A verbatim copy of the records is required, with all pictures left out.

Collected data

▽

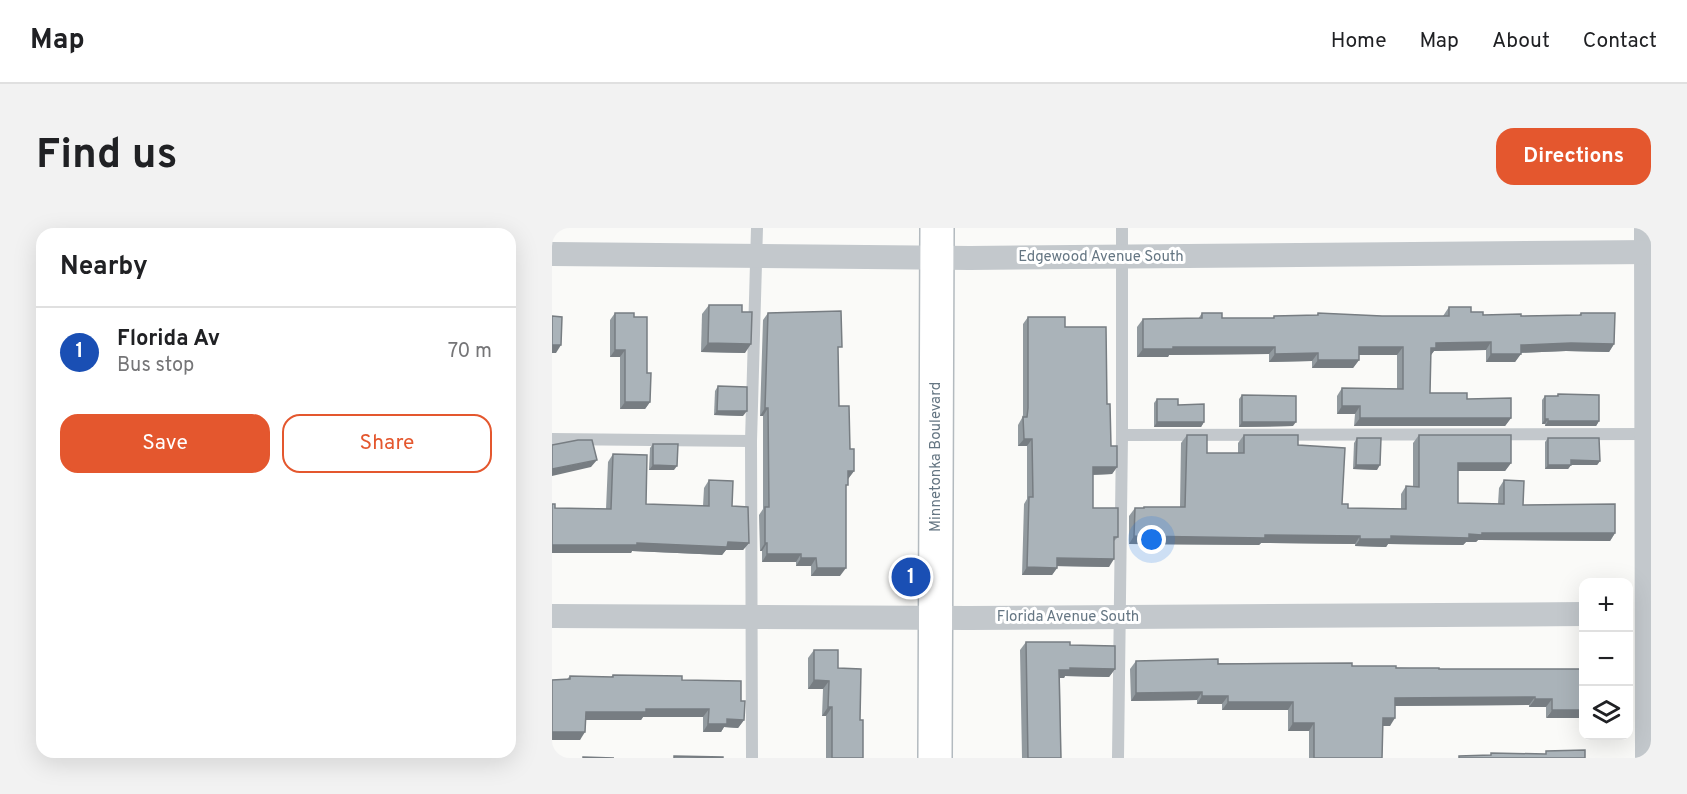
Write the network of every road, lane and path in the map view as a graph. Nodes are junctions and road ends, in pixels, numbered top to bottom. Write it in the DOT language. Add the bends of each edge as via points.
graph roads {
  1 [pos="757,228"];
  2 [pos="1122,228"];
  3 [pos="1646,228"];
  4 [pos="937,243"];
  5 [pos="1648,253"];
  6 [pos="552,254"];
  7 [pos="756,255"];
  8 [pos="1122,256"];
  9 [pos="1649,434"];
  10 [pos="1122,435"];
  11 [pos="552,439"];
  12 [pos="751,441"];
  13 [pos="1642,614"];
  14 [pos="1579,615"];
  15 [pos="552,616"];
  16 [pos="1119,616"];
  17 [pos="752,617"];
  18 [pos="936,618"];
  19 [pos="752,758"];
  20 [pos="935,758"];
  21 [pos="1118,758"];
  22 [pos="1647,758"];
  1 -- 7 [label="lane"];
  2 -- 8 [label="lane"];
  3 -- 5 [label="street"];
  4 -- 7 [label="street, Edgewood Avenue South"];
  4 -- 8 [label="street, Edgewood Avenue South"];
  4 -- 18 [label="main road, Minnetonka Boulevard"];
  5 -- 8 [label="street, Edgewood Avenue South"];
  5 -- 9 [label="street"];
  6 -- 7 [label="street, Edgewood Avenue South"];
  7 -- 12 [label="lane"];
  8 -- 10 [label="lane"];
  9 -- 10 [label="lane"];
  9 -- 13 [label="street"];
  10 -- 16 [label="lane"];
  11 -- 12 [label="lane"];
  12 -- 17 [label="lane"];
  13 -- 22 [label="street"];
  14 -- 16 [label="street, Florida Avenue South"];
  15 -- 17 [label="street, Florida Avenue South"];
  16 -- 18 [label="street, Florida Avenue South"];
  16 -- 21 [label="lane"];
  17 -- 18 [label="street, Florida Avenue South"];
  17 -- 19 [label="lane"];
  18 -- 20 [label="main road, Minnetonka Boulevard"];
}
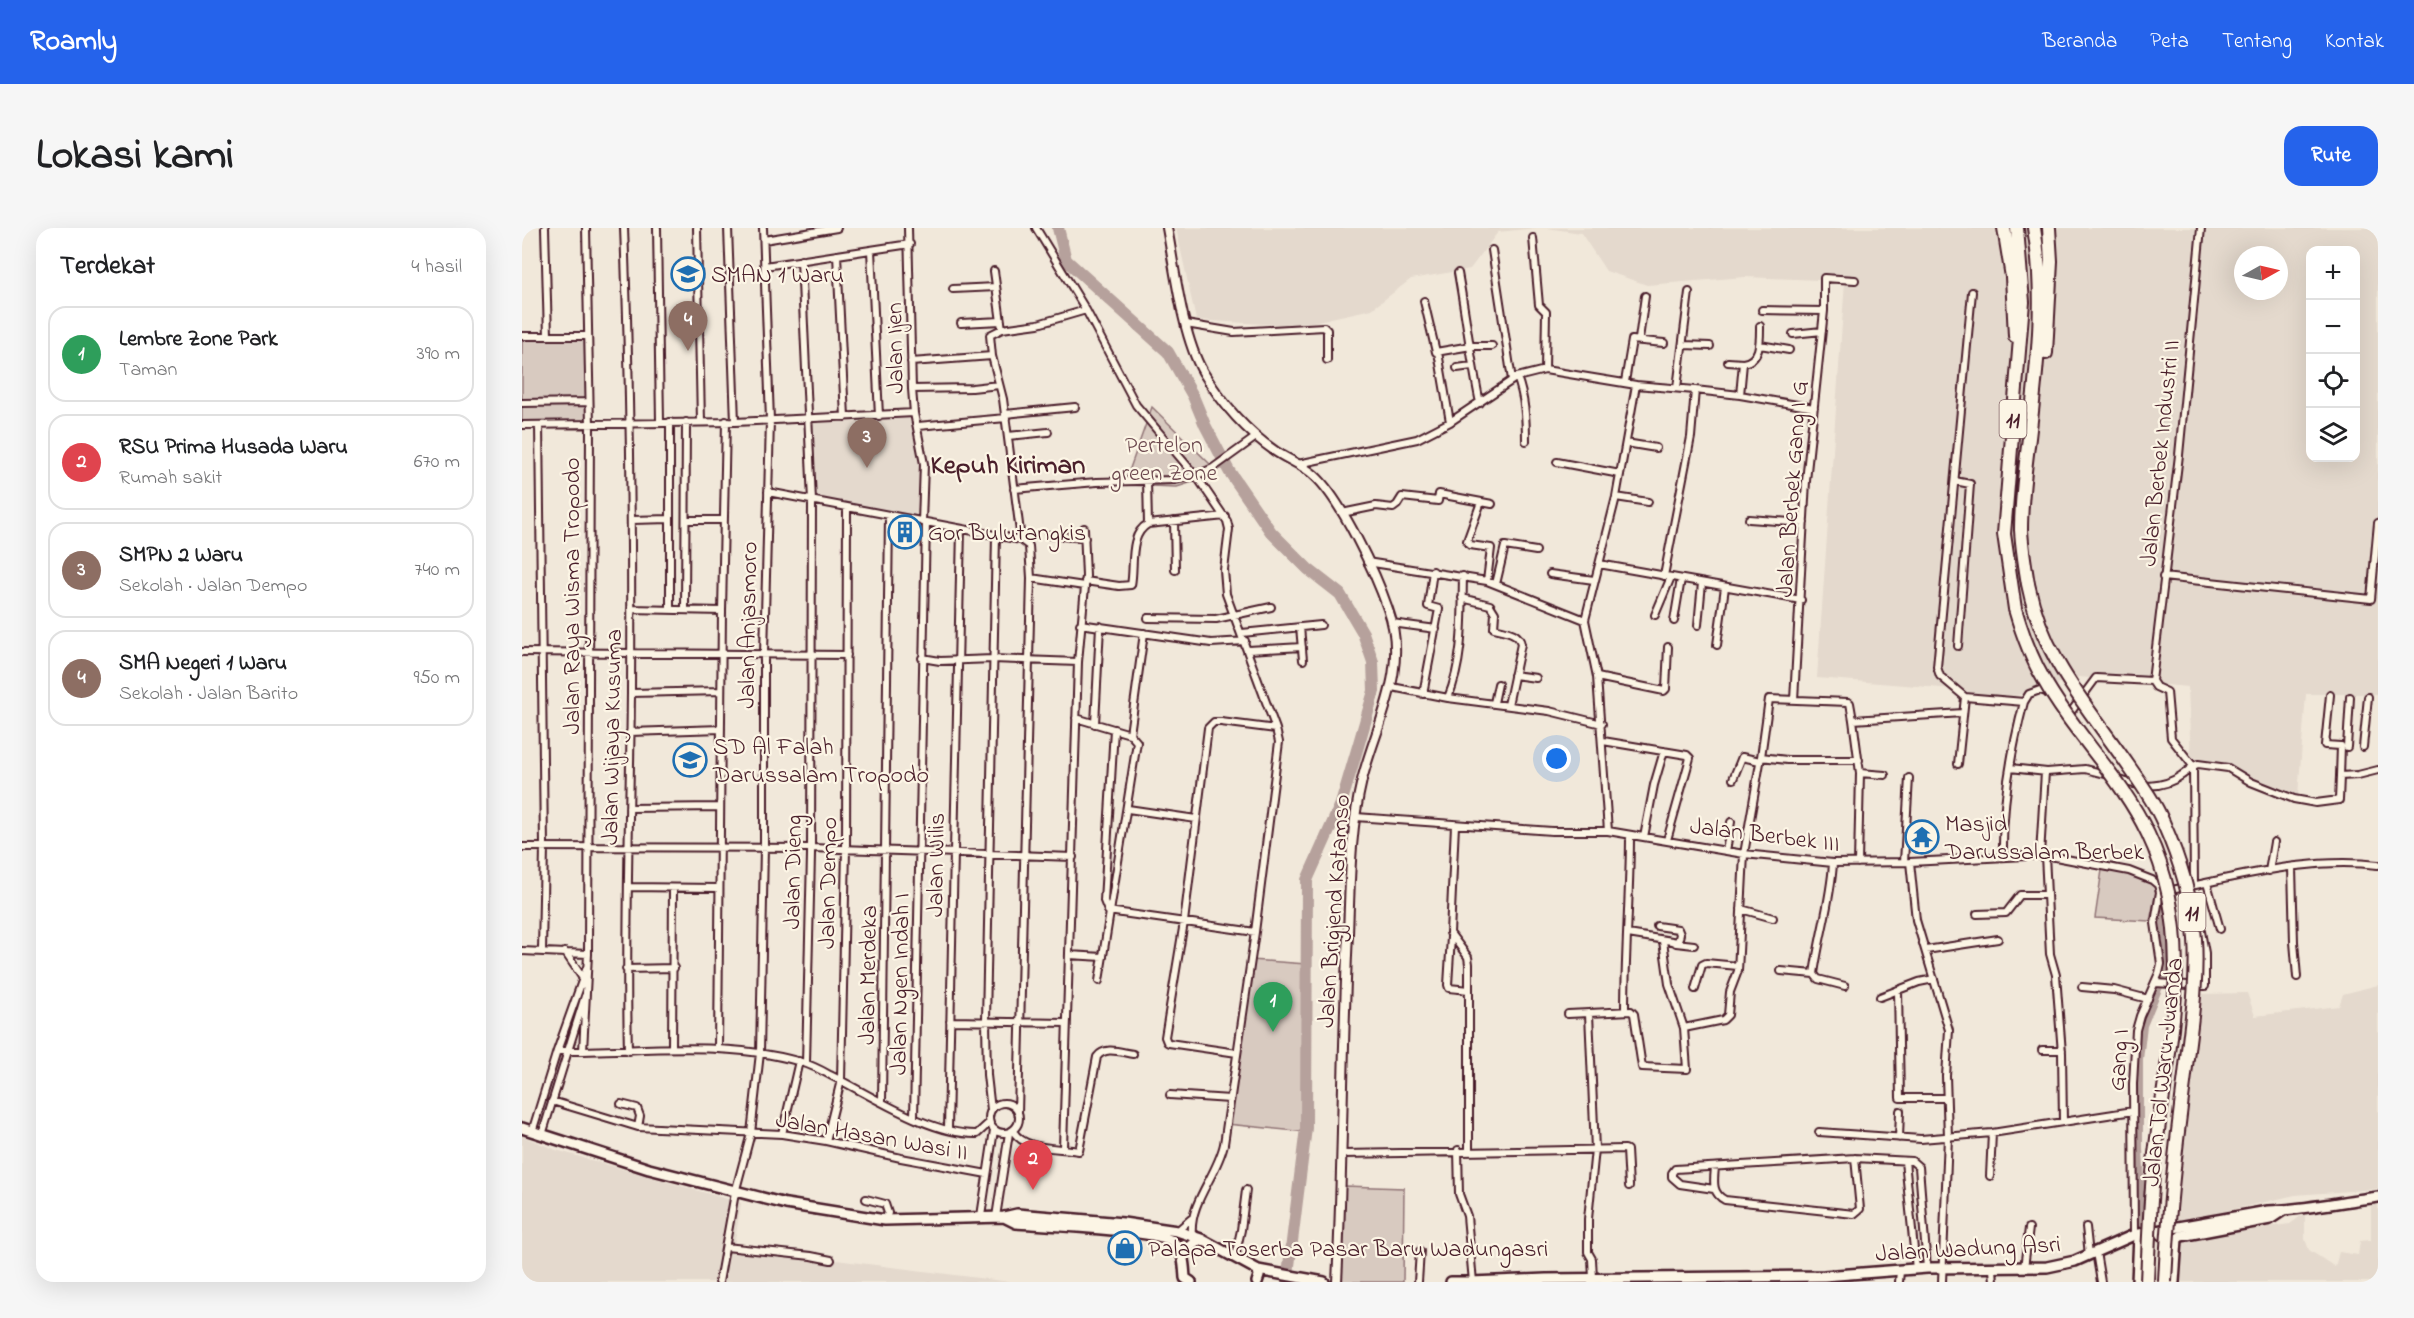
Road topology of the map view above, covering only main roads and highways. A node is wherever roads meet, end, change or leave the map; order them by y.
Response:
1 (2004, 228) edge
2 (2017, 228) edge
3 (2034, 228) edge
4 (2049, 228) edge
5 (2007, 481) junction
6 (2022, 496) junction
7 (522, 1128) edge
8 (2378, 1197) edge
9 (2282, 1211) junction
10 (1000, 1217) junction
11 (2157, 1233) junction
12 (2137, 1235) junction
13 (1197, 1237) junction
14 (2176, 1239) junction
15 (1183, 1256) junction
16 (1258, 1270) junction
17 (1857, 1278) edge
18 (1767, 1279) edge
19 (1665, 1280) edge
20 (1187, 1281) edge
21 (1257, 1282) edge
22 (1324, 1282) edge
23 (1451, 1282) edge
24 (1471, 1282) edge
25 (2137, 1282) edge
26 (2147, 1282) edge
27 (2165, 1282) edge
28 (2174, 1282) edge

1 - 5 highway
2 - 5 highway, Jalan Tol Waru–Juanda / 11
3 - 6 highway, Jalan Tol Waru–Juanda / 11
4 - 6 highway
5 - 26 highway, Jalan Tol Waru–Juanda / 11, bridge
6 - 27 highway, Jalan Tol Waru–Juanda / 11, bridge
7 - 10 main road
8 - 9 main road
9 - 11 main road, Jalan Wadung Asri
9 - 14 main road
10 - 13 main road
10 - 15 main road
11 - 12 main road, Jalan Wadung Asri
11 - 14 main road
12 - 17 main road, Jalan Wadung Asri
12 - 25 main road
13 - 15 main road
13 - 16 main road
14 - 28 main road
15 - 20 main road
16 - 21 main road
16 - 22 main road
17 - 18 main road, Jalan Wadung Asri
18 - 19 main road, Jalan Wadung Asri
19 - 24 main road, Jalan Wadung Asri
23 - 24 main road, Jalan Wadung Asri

△

- _OUTPUT_
Write the network of every road, lane and path in the map view as a graph. Nodes are junctions and road ends, in pixels, numbered top to bottom. Write it in the DOT language. Add the bends of each edge as via points.
graph roads {
  1 [pos="757,228"];
  2 [pos="1122,228"];
  3 [pos="1646,228"];
  4 [pos="937,243"];
  5 [pos="1648,253"];
  6 [pos="552,254"];
  7 [pos="756,255"];
  8 [pos="1122,256"];
  9 [pos="1649,434"];
  10 [pos="1122,435"];
  11 [pos="552,439"];
  12 [pos="751,441"];
  13 [pos="1642,614"];
  14 [pos="1579,615"];
  15 [pos="552,616"];
  16 [pos="1119,616"];
  17 [pos="752,617"];
  18 [pos="936,618"];
  19 [pos="752,758"];
  20 [pos="935,758"];
  21 [pos="1118,758"];
  22 [pos="1647,758"];
  1 -- 7 [label="lane"];
  2 -- 8 [label="lane"];
  3 -- 5 [label="street"];
  4 -- 7 [label="street, Edgewood Avenue South"];
  4 -- 8 [label="street, Edgewood Avenue South"];
  4 -- 18 [label="main road, Minnetonka Boulevard"];
  5 -- 8 [label="street, Edgewood Avenue South"];
  5 -- 9 [label="street"];
  6 -- 7 [label="street, Edgewood Avenue South"];
  7 -- 12 [label="lane"];
  8 -- 10 [label="lane"];
  9 -- 10 [label="lane"];
  9 -- 13 [label="street"];
  10 -- 16 [label="lane"];
  11 -- 12 [label="lane"];
  12 -- 17 [label="lane"];
  13 -- 22 [label="street"];
  14 -- 16 [label="street, Florida Avenue South"];
  15 -- 17 [label="street, Florida Avenue South"];
  16 -- 18 [label="street, Florida Avenue South"];
  16 -- 21 [label="lane"];
  17 -- 18 [label="street, Florida Avenue South"];
  17 -- 19 [label="lane"];
  18 -- 20 [label="main road, Minnetonka Boulevard"];
}
Road topology of the map view above, covering only main roads and highways. A node is wherever roads meet, end, change or leave the map; order them by y.
Response:
1 (2004, 228) edge
2 (2017, 228) edge
3 (2034, 228) edge
4 (2049, 228) edge
5 (2007, 481) junction
6 (2022, 496) junction
7 (522, 1128) edge
8 (2378, 1197) edge
9 (2282, 1211) junction
10 (1000, 1217) junction
11 (2157, 1233) junction
12 (2137, 1235) junction
13 (1197, 1237) junction
14 (2176, 1239) junction
15 (1183, 1256) junction
16 (1258, 1270) junction
17 (1857, 1278) edge
18 (1767, 1279) edge
19 (1665, 1280) edge
20 (1187, 1281) edge
21 (1257, 1282) edge
22 (1324, 1282) edge
23 (1451, 1282) edge
24 (1471, 1282) edge
25 (2137, 1282) edge
26 (2147, 1282) edge
27 (2165, 1282) edge
28 (2174, 1282) edge

1 - 5 highway
2 - 5 highway, Jalan Tol Waru–Juanda / 11
3 - 6 highway, Jalan Tol Waru–Juanda / 11
4 - 6 highway
5 - 26 highway, Jalan Tol Waru–Juanda / 11, bridge
6 - 27 highway, Jalan Tol Waru–Juanda / 11, bridge
7 - 10 main road
8 - 9 main road
9 - 11 main road, Jalan Wadung Asri
9 - 14 main road
10 - 13 main road
10 - 15 main road
11 - 12 main road, Jalan Wadung Asri
11 - 14 main road
12 - 17 main road, Jalan Wadung Asri
12 - 25 main road
13 - 15 main road
13 - 16 main road
14 - 28 main road
15 - 20 main road
16 - 21 main road
16 - 22 main road
17 - 18 main road, Jalan Wadung Asri
18 - 19 main road, Jalan Wadung Asri
19 - 24 main road, Jalan Wadung Asri
23 - 24 main road, Jalan Wadung Asri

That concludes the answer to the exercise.